September 14, 2015

BOSTON – A federal appeals court ruled that the City of Portland’s ban on being in medians is unconstitutional, upholding a district court ruling that struck down the ban. The ruling came Friday in a lawsuit brought by the ACLU of Maine and the law firm Goodwin Proctor LLP on behalf of three Portland residents. The lawsuit challenged an ordinance enacted by Portland that prohibited being in any median for any reason other than crossing the street.

“This is a really important victory, not only for our clients but for free speech across the country,” said Zachary Heiden, legal director of the ACLU of Maine. “More and more cities and towns are using ordinances like this to try to keep certain people out of public view.

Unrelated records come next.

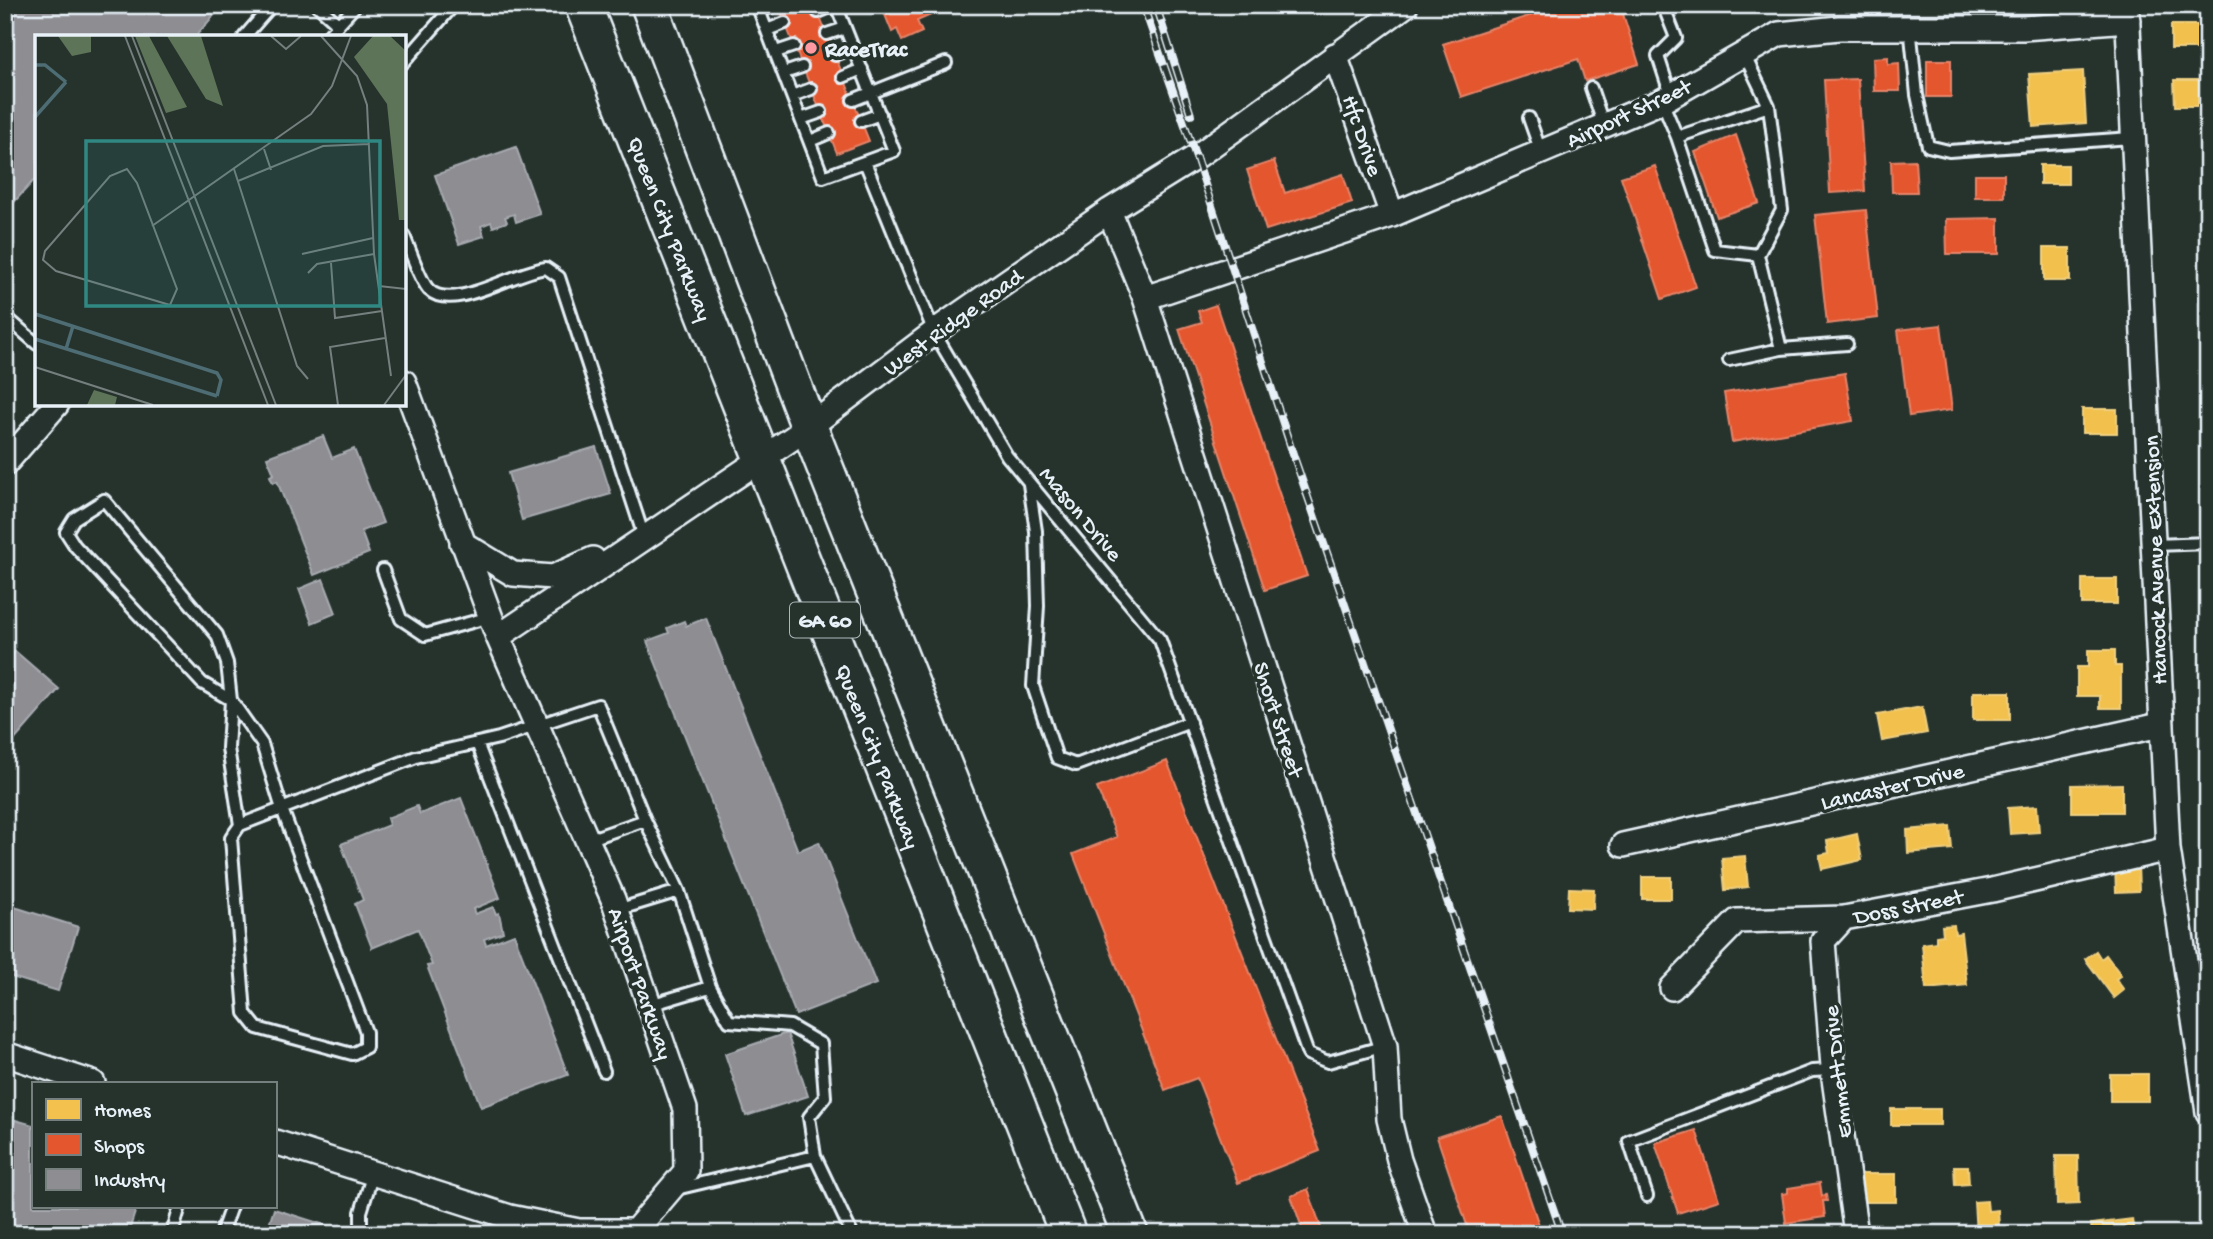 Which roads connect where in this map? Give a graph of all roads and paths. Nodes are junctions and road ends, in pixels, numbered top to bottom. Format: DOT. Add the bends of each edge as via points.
graph roads {
  1 [pos="272,5"];
  2 [pos="317,5"];
  3 [pos="356,5"];
  4 [pos="583,5"];
  5 [pos="649,5"];
  6 [pos="776,5"];
  7 [pos="836,5"];
  8 [pos="1406,5"];
  9 [pos="1663,5"];
  10 [pos="453,6"];
  11 [pos="759,8"];
  12 [pos="818,12"];
  13 [pos="2127,13"];
  14 [pos="785,23"];
  15 [pos="338,24"];
  16 [pos="1910,26"];
  17 [pos="845,27"];
  18 [pos="767,30"];
  19 [pos="248,32"];
  20 [pos="827,34"];
  21 [pos="329,35"];
  22 [pos="794,46"];
  23 [pos="853,48"];
  24 [pos="776,52"];
  25 [pos="1744,54"];
  26 [pos="835,55"];
  27 [pos="1335,55"];
  28 [pos="406,60"];
  29 [pos="946,63"];
  30 [pos="802,66"];
  31 [pos="862,69"];
  32 [pos="784,73"];
  33 [pos="844,77"];
  34 [pos="811,89"];
  35 [pos="1591,89"];
  36 [pos="871,93"];
  37 [pos="792,96"];
  38 [pos="1666,98"];
  39 [pos="853,100"];
  40 [pos="1769,106"];
  41 [pos="821,112"];
  42 [pos="880,114"];
  43 [pos="1529,118"];
  44 [pos="801,119"];
  45 [pos="861,121"];
  46 [pos="1604,126"];
  47 [pos="829,133"];
  48 [pos="1678,137"];
  49 [pos="2131,138"];
  50 [pos="810,141"];
  51 [pos="1541,152"];
  52 [pos="865,162"];
  53 [pos="1109,211"];
  54 [pos="1392,215"];
  55 [pos="406,240"];
  56 [pos="1758,255"];
  57 [pos="1145,298"];
  58 [pos="5,316"];
  59 [pos="934,332"];
  60 [pos="35,342"];
  61 [pos="1847,344"];
  62 [pos="1781,349"];
  63 [pos="1729,360"];
  64 [pos="406,388"];
  65 [pos="55,406"];
  66 [pos="809,427"];
  67 [pos="760,459"];
  68 [pos="5,464"];
  69 [pos="1029,483"];
  70 [pos="644,537"];
  71 [pos="462,543"];
  72 [pos="2208,543"];
  73 [pos="2155,545"];
  74 [pos="383,570"];
  75 [pos="494,627"];
  76 [pos="231,701"];
  77 [pos="1190,722"];
  78 [pos="537,724"];
  79 [pos="2160,725"];
  80 [pos="477,743"];
  81 [pos="282,809"];
  82 [pos="645,820"];
  83 [pos="240,825"];
  84 [pos="588,840"];
  85 [pos="1623,845"];
  86 [pos="2168,849"];
  87 [pos="679,891"];
  88 [pos="617,910"];
  89 [pos="1844,918"];
  90 [pos="710,987"];
  91 [pos="1672,988"];
  92 [pos="650,1005"];
  93 [pos="2200,1026"];
  94 [pos="1385,1046"];
  95 [pos="5,1054"];
  96 [pos="1833,1070"];
  97 [pos="604,1072"];
  98 [pos="90,1082"];
  99 [pos="2207,1098"];
  100 [pos="276,1142"];
  101 [pos="815,1156"];
  102 [pos="373,1173"];
  103 [pos="670,1190"];
  104 [pos="1647,1196"];
  105 [pos="179,1208"];
  106 [pos="230,1208"];
  107 [pos="617,1232"];
  108 [pos="172,1234"];
  109 [pos="221,1234"];
  110 [pos="361,1234"];
  111 [pos="852,1234"];
  112 [pos="1068,1234"];
  113 [pos="1130,1234"];
  114 [pos="1425,1234"];
  115 [pos="1856,1234"];
  1 -- 19 [label="lane"];
  2 -- 15 [label="lane"];
  3 -- 15 [label="lane"];
  4 -- 67 [label="main road, Queen City Parkway / GA 60"];
  5 -- 66 [label="main road, GA 60"];
  6 -- 11 [label="lane"];
  7 -- 12 [label="lane"];
  7 -- 17 [label="lane"];
  8 -- 27 [label="street, West Ridge Road"];
  9 -- 38 [label="lane" via="1676,38 1658,56"];
  10 -- 28 [label="lane"];
  11 -- 18 [label="lane"];
  13 -- 16 [label="street, Airport Street" via="2023,27"];
  13 -- 49 [label="street, Hancock Avenue Extension"];
  14 -- 18 [label="lane"];
  15 -- 21 [label="lane"];
  16 -- 25 [label="street, Airport Street" via="1779,34"];
  16 -- 49 [label="lane" via="1928,146 1949,151"];
  17 -- 20 [label="lane"];
  17 -- 23 [label="lane"];
  18 -- 24 [label="lane"];
  22 -- 24 [label="lane"];
  23 -- 26 [label="lane"];
  23 -- 31 [label="lane"];
  24 -- 32 [label="lane"];
  25 -- 38 [label="street, Airport Street"];
  25 -- 40 [label="lane"];
  27 -- 53 [label="street, West Ridge Road" via="1196,157"];
  27 -- 54 [label="street, Hfc Drive"];
  29 -- 36 [label="lane"];
  30 -- 32 [label="lane"];
  31 -- 33 [label="lane"];
  31 -- 36 [label="lane"];
  32 -- 37 [label="lane"];
  34 -- 37 [label="lane"];
  35 -- 46 [label="lane"];
  36 -- 39 [label="lane"];
  36 -- 42 [label="lane"];
  37 -- 44 [label="lane"];
  38 -- 46 [label="street, Airport Street"];
  38 -- 48 [label="lane"];
  40 -- 48 [label="lane"];
  40 -- 56 [label="lane" via="1782,210"];
  41 -- 44 [label="lane"];
  42 -- 45 [label="lane"];
  42 -- 52 [label="lane" via="894,151"];
  43 -- 51 [label="lane"];
  44 -- 50 [label="lane"];
  46 -- 51 [label="street, Airport Street"];
  47 -- 50 [label="lane"];
  48 -- 56 [label="lane" via="1715,250"];
  49 -- 73 [label="street, Hancock Avenue Extension"];
  50 -- 52 [label="lane" via="823,177"];
  51 -- 54 [label="street, Airport Street"];
  52 -- 59 [label="lane, Mason Drive"];
  53 -- 57 [label="street, Short Street"];
  53 -- 59 [label="street, West Ridge Road"];
  54 -- 57 [label="street, Airport Street"];
  55 -- 70 [label="lane" via="428,289 442,298 456,299 531,269 546,268 559,277"];
  56 -- 62 [label="lane"];
  57 -- 94 [label="street, Short Street"];
  58 -- 60 [label="lane"];
  59 -- 66 [label="street, West Ridge Road"];
  59 -- 69 [label="lane, Mason Drive" via="1007,456"];
  61 -- 62 [label="lane"];
  62 -- 63 [label="lane"];
  64 -- 71 [label="street, Airport Parkway"];
  65 -- 68 [label="street"];
  66 -- 67 [label="street, West Ridge Road"];
  66 -- 113 [label="main road, GA 60"];
  67 -- 70 [label="street, West Ridge Road"];
  67 -- 112 [label="main road, Queen City Parkway / GA 60"];
  69 -- 77 [label="lane, Mason Drive" via="1160,639"];
  69 -- 77 [label="lane" via="1038,606 1032,686 1057,758 1076,765"];
  70 -- 71 [label="street" via="554,577 513,574"];
  70 -- 75 [label="street, West Ridge Road"];
  71 -- 75 [label="street, Airport Parkway"];
  72 -- 73 [label="lane"];
  73 -- 79 [label="street, Hancock Avenue Extension"];
  74 -- 75 [label="lane" via="401,620 425,635"];
  75 -- 78 [label="street, Airport Parkway"];
  76 -- 76 [label="lane" via="227,663 217,635 104,500 74,519 66,532 75,546 202,683"];
  76 -- 81 [label="lane" via="262,744"];
  76 -- 83 [label="lane" via="228,748"];
  77 -- 94 [label="lane, Mason Drive" via="1308,1054 1328,1062"];
  78 -- 80 [label="lane"];
  78 -- 82 [label="lane" via="598,705"];
  78 -- 84 [label="street, Airport Parkway"];
  79 -- 85 [label="street, Lancaster Drive"];
  79 -- 86 [label="street, Hancock Avenue Extension"];
  80 -- 81 [label="lane" via="416,757"];
  80 -- 97 [label="lane"];
  81 -- 83 [label="lane"];
  81 -- 83 [label="lane" via="366,1032 366,1047 352,1054 257,1028 245,1013 231,838"];
  82 -- 84 [label="lane"];
  82 -- 87 [label="lane"];
  84 -- 88 [label="street, Airport Parkway"];
  86 -- 89 [label="street, Doss Street"];
  86 -- 93 [label="street, Hancock Avenue Extension"];
  87 -- 88 [label="lane"];
  87 -- 90 [label="lane"];
  88 -- 92 [label="street, Airport Parkway"];
  89 -- 91 [label="street, Doss Street" via="1737,921"];
  89 -- 96 [label="street, Emmett Drive" via="1823,941"];
  90 -- 92 [label="lane"];
  90 -- 101 [label="lane" via="729,1021 790,1026 821,1044 825,1097 809,1117"];
  92 -- 103 [label="street, Airport Parkway" via="685,1109 686,1171"];
  93 -- 99 [label="street, Hancock Avenue Extension"];
  94 -- 114 [label="street, Short Street" via="1389,1119"];
  95 -- 98 [label="street"];
  96 -- 104 [label="lane" via="1812,1072 1629,1141"];
  96 -- 115 [label="street, Emmett Drive"];
  100 -- 102 [label="street, Airport Parkway"];
  101 -- 103 [label="lane"];
  101 -- 111 [label="lane"];
  102 -- 107 [label="street, Airport Parkway" via="510,1217 579,1231"];
  102 -- 110 [label="lane" via="361,1212"];
  103 -- 107 [label="street, Airport Parkway" via="635,1230"];
  105 -- 108 [label="lane"];
  106 -- 109 [label="lane"];
}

This decision is a reminder that those people have First Amendment rights, too.”

The ACLU and the Goodwin Procter LLP filed the lawsuit on September 25, 2013. On February 14, 2014, the U.S. District Court for the District of Maine declared the ordinance unconstitutional. The city appealed that ruling.

In his ruling, Judge David Barron of the U.S. Court of Appeals for the First Circuit wrote, “The City may have been motivated by a perfectly understandable desire to protect the public from the dangers posed by people lingering in median strips. But the City chose too sweeping a means of doing so, given the First Amendment interest in protecting the public's right to freedom of speech.”